We can’t get rid of the allocation of creating the vector unless we preallocate it and pass it in as an argument to the function, so we can ignore that. Since we also don’t want to use the size known beforehand (though that would often be the best idea), we can also ignore possible allocations from push!
for this allocation. The only place that’s left for allocations is the creation of the strings themself - and since they rely on dynamic data, we should count at least one allocation for the string itself (ideally it would really only be exactly one, since the static parts of the string could in theory live on the stack, but that’s a story for another time).
If we run some benchmark, we’ll see that for stupidloop(1234567)
we get 7406915
allocations reported. One of those is the allocation of str_list
, 1234567 should be for creating the strings and at most log2(1234567) should be for growing (since julia’s vectors double in size when necessary). That’s only 1234589
though, so we’re still shy 6172326 allocations somewhere. Let’s eliminate array growing from the allocations by creating an array of the correct size:
function stupidloop2(num_iterations)
str_list = Vector{String}(undef, num_iterations) # allocate a new emtpy Vector
for i in 0:num_iterations-1
str_list[i+1] = "str_list, test_$(i + 3)_somethingsomething" # write dynamic strings (allocates)
end
total_length::Int = 0
for line in str_list
total_length += length(line) # accumulate length into a variable (no allocation)
end
total_length
end
We now get 7406895
allocations, that’s 20 less than before (which is about log2(1234567)
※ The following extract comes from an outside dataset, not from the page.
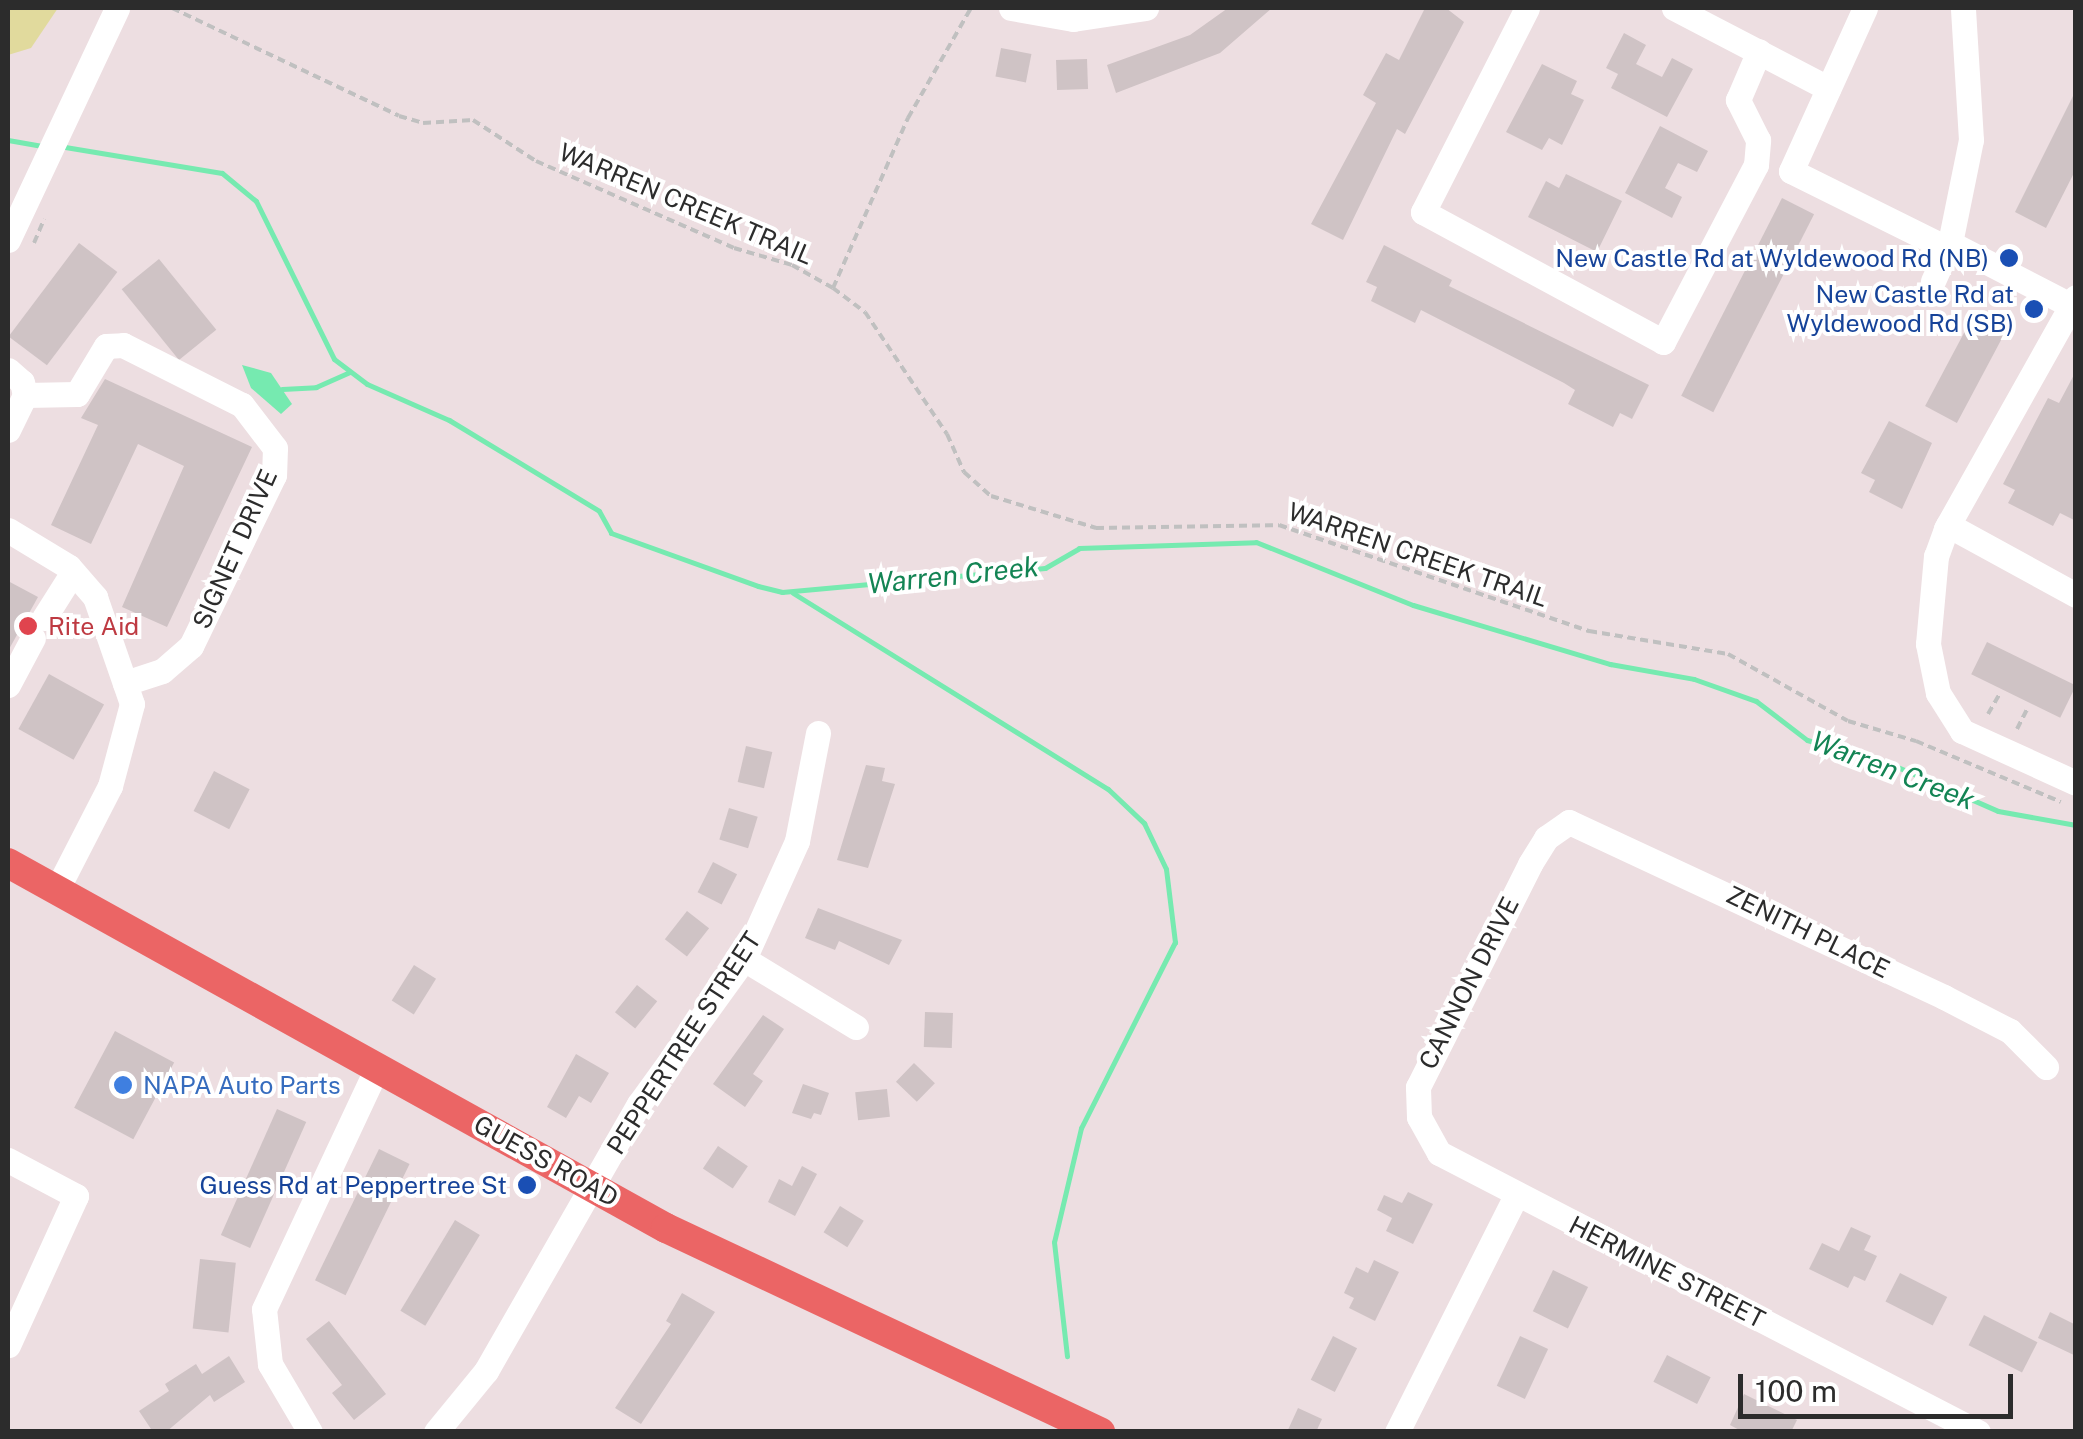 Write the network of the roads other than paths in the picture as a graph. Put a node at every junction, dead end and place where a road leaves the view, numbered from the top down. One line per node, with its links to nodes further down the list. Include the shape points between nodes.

, so our knowledge about pushing allocating was correct!). The only place that’s left for allocation is now the creation of the strings, which means we allocate about 6 times per created string! Let’s investigate further:
julia> @benchmark "str_list, test_$(i + 3)_somethingsomething" setup=(i=rand(0:123567))
BenchmarkTools.Trial:
memory estimate: 304 bytes
allocs estimate: 5
--------------
minimum time: 211.937 ns (0.00% GC)
median time: 226.419 ns (0.00% GC)
mean time: 259.758 ns (8.22% GC)
maximum time: 10.828 μs (94.62% GC)
--------------
samples: 10000
evals/sample: 511
So we can confirm that those allocations are from creating the strings. How are those strings created?
julia> i = rand(0:1234566); @code_warntype "str_list, test_$(i + 3)_somethingsomething"
MethodInstance for string(::String, ::Int64, ::String)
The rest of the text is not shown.